▶ Description of the task
Please retype every entry as written, and keep the pictures out.

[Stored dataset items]
---------------

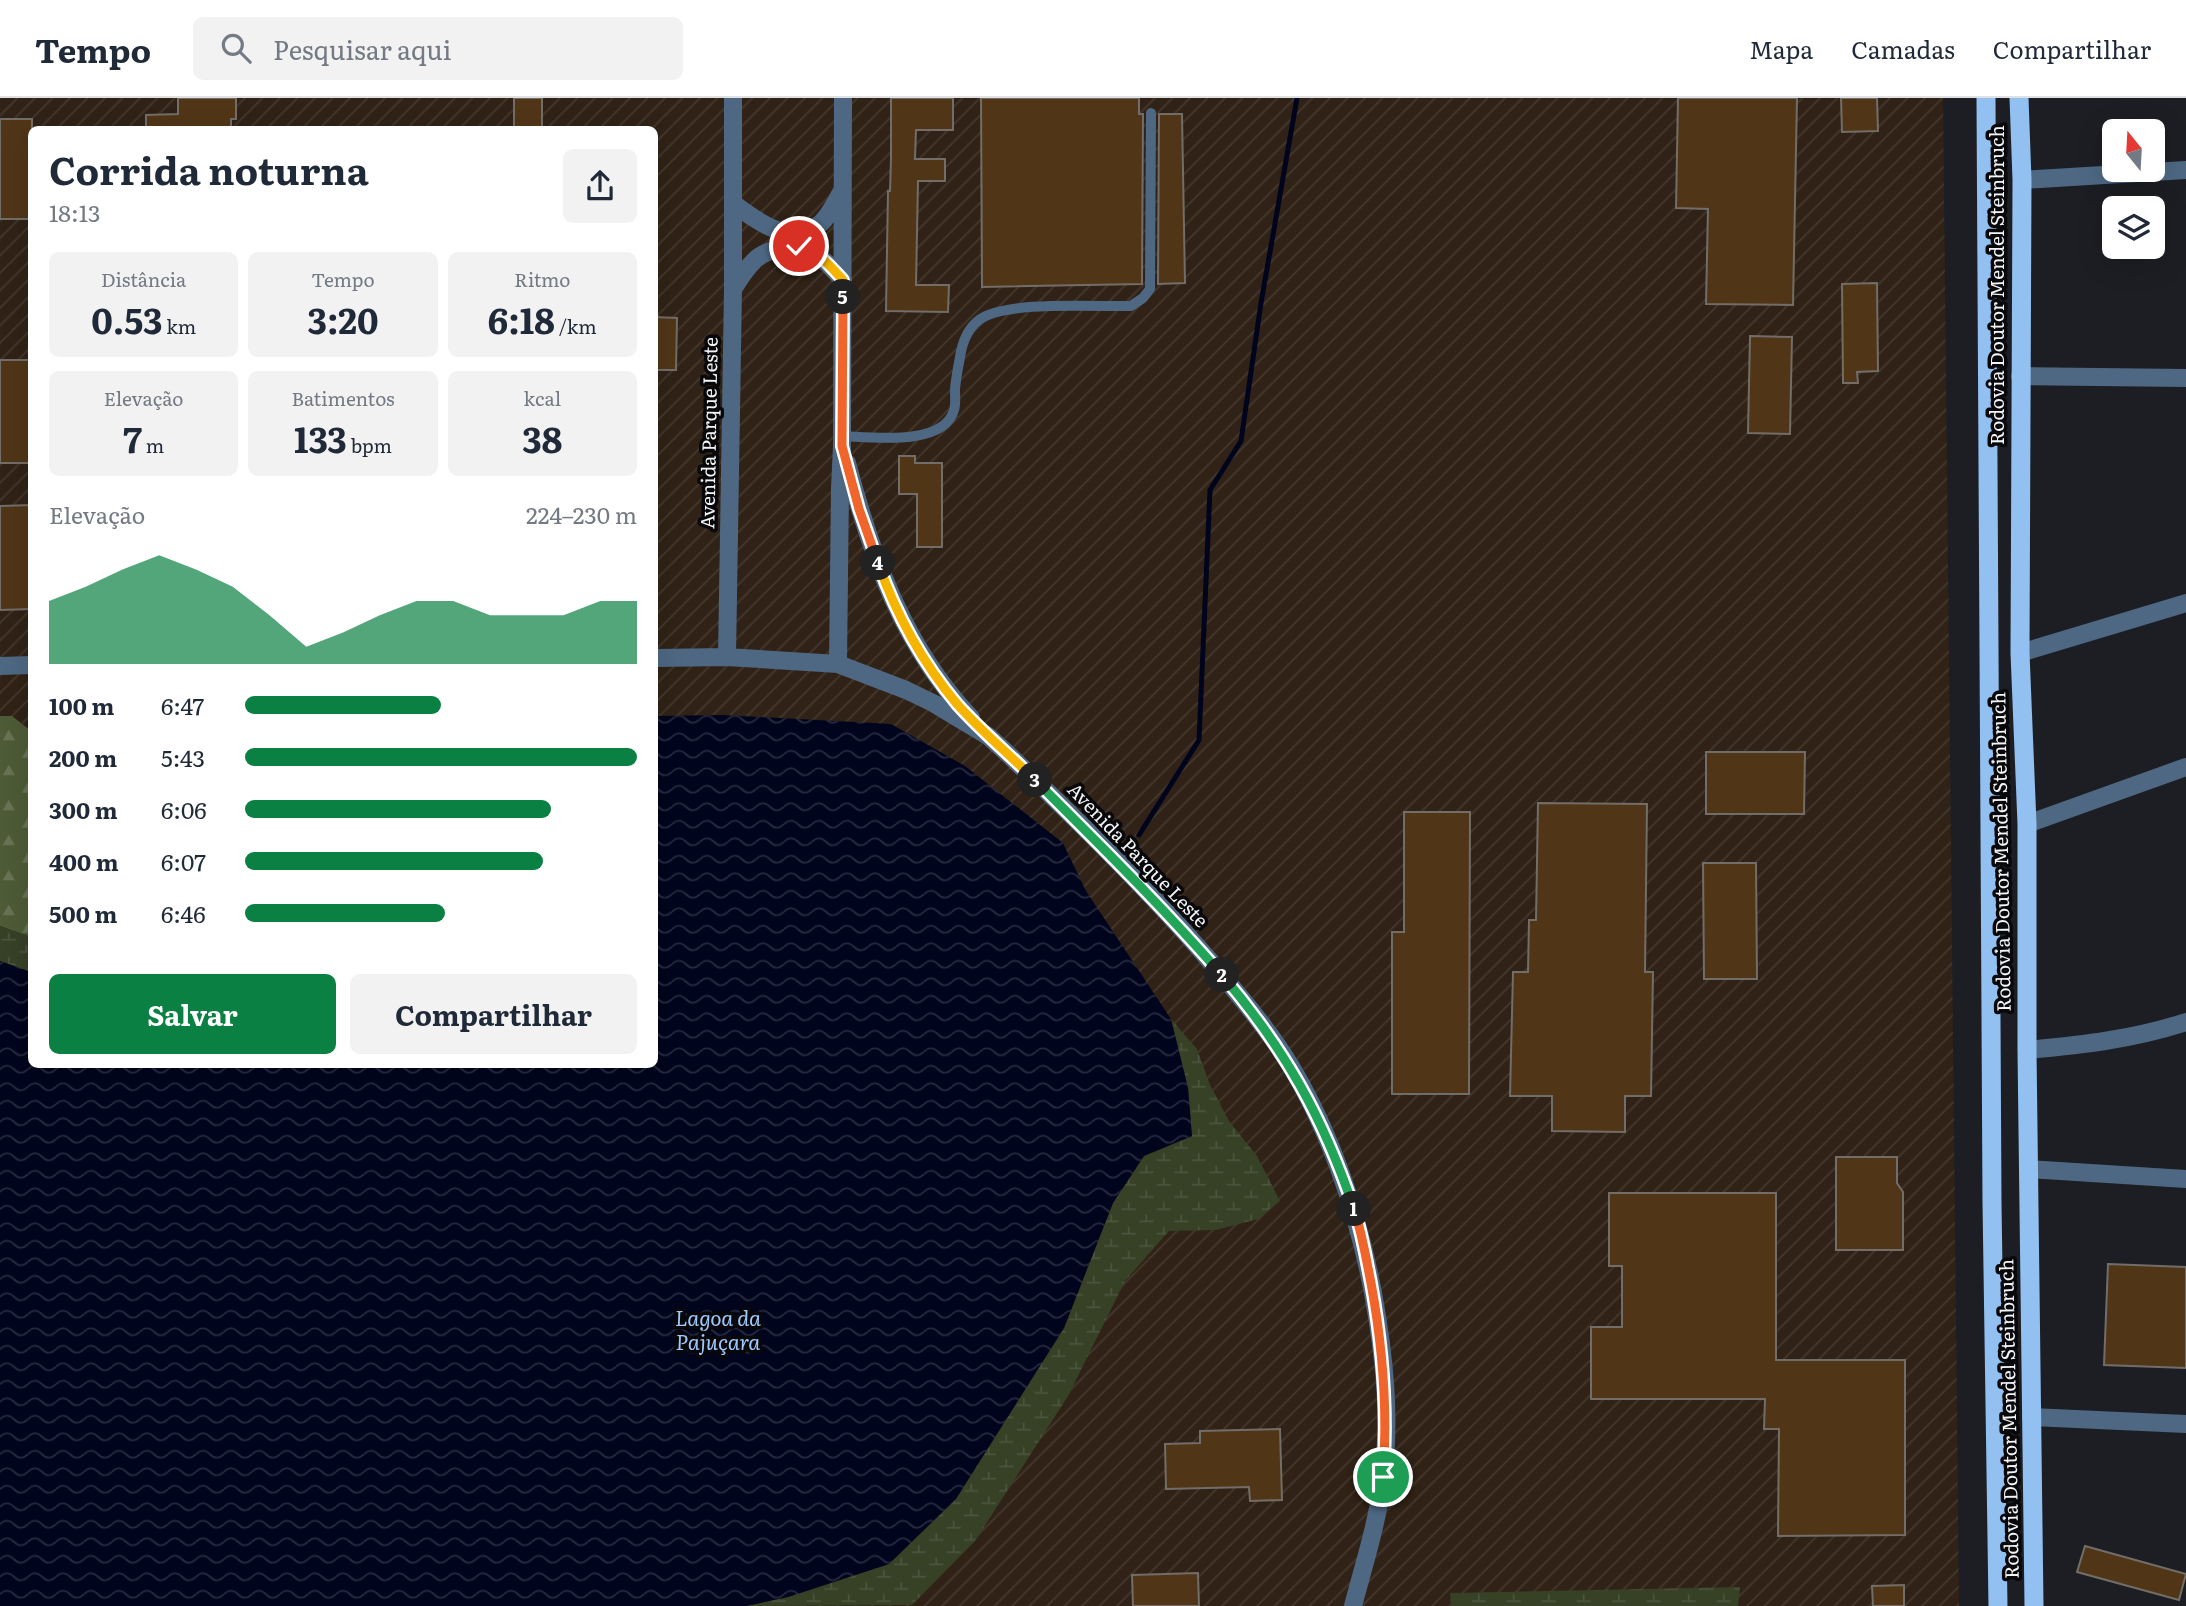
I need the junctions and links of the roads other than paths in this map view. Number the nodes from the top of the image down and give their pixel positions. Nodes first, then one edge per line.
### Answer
1 (733, 98) edge
2 (843, 98) edge
3 (1986, 98) edge
4 (2020, 98) edge
5 (1151, 113) dead end
6 (2186, 170) edge
7 (2022, 180) junction
8 (844, 187) junction
9 (733, 204) junction
10 (843, 280) junction
11 (733, 289) junction
12 (2020, 376) junction
13 (2186, 378) edge
14 (842, 441) junction
15 (2186, 603) edge
16 (2020, 653) junction
17 (727, 657) junction
18 (658, 658) edge
19 (838, 664) junction
20 (0, 666) edge
21 (28, 666) edge
22 (988, 736) junction
23 (2186, 767) edge
24 (2027, 824) junction
25 (2186, 1023) edge
26 (2027, 1051) junction
27 (2029, 1169) junction
28 (2186, 1179) edge
29 (2031, 1417) junction
30 (2186, 1424) edge
31 (1353, 1606) edge
32 (1998, 1606) edge
33 (2034, 1606) edge

1 - 9 street, Avenida Parque Leste
2 - 8 street
3 - 32 highway, Rodovia Doutor Mendel Steinbruch
4 - 7 highway, Rodovia Doutor Mendel Steinbruch
5 - 14 lane
6 - 7 street
7 - 12 highway, Rodovia Doutor Mendel Steinbruch
8 - 9 street
8 - 10 street
9 - 11 street, Avenida Parque Leste
10 - 11 street
10 - 14 street
11 - 17 street, Avenida Parque Leste
12 - 13 street
12 - 16 highway, Rodovia Doutor Mendel Steinbruch
14 - 19 street
14 - 22 street
15 - 16 street
16 - 24 highway, Rodovia Doutor Mendel Steinbruch
17 - 18 street
17 - 19 street, Avenida Parque Leste
19 - 22 street, Avenida Parque Leste
20 - 21 street
22 - 31 street, Avenida Parque Leste
23 - 24 street
24 - 26 highway, Rodovia Doutor Mendel Steinbruch
25 - 26 street
26 - 27 highway, Rodovia Doutor Mendel Steinbruch
27 - 28 street
27 - 29 highway, Rodovia Doutor Mendel Steinbruch
29 - 30 street
29 - 33 highway, Rodovia Doutor Mendel Steinbruch

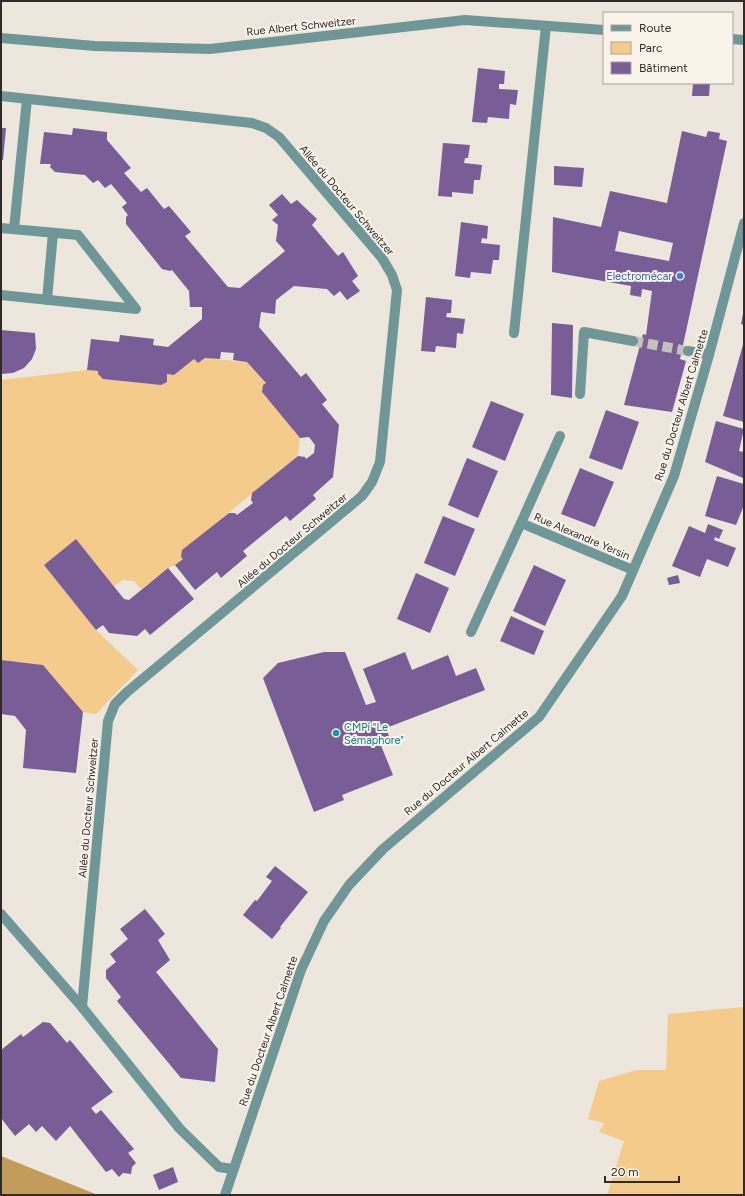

---------------

▶ Task solution
I need the junctions and links of the roads other than paths in this map view. Number the nodes from the top of the image down and give their pixel positions. Nodes first, then one edge per line.
### Answer
1 (733, 98) edge
2 (843, 98) edge
3 (1986, 98) edge
4 (2020, 98) edge
5 (1151, 113) dead end
6 (2186, 170) edge
7 (2022, 180) junction
8 (844, 187) junction
9 (733, 204) junction
10 (843, 280) junction
11 (733, 289) junction
12 (2020, 376) junction
13 (2186, 378) edge
14 (842, 441) junction
15 (2186, 603) edge
16 (2020, 653) junction
17 (727, 657) junction
18 (658, 658) edge
19 (838, 664) junction
20 (0, 666) edge
21 (28, 666) edge
22 (988, 736) junction
23 (2186, 767) edge
24 (2027, 824) junction
25 (2186, 1023) edge
26 (2027, 1051) junction
27 (2029, 1169) junction
28 (2186, 1179) edge
29 (2031, 1417) junction
30 (2186, 1424) edge
31 (1353, 1606) edge
32 (1998, 1606) edge
33 (2034, 1606) edge

1 - 9 street, Avenida Parque Leste
2 - 8 street
3 - 32 highway, Rodovia Doutor Mendel Steinbruch
4 - 7 highway, Rodovia Doutor Mendel Steinbruch
5 - 14 lane
6 - 7 street
7 - 12 highway, Rodovia Doutor Mendel Steinbruch
8 - 9 street
8 - 10 street
9 - 11 street, Avenida Parque Leste
10 - 11 street
10 - 14 street
11 - 17 street, Avenida Parque Leste
12 - 13 street
12 - 16 highway, Rodovia Doutor Mendel Steinbruch
14 - 19 street
14 - 22 street
15 - 16 street
16 - 24 highway, Rodovia Doutor Mendel Steinbruch
17 - 18 street
17 - 19 street, Avenida Parque Leste
19 - 22 street, Avenida Parque Leste
20 - 21 street
22 - 31 street, Avenida Parque Leste
23 - 24 street
24 - 26 highway, Rodovia Doutor Mendel Steinbruch
25 - 26 street
26 - 27 highway, Rodovia Doutor Mendel Steinbruch
27 - 28 street
27 - 29 highway, Rodovia Doutor Mendel Steinbruch
29 - 30 street
29 - 33 highway, Rodovia Doutor Mendel Steinbruch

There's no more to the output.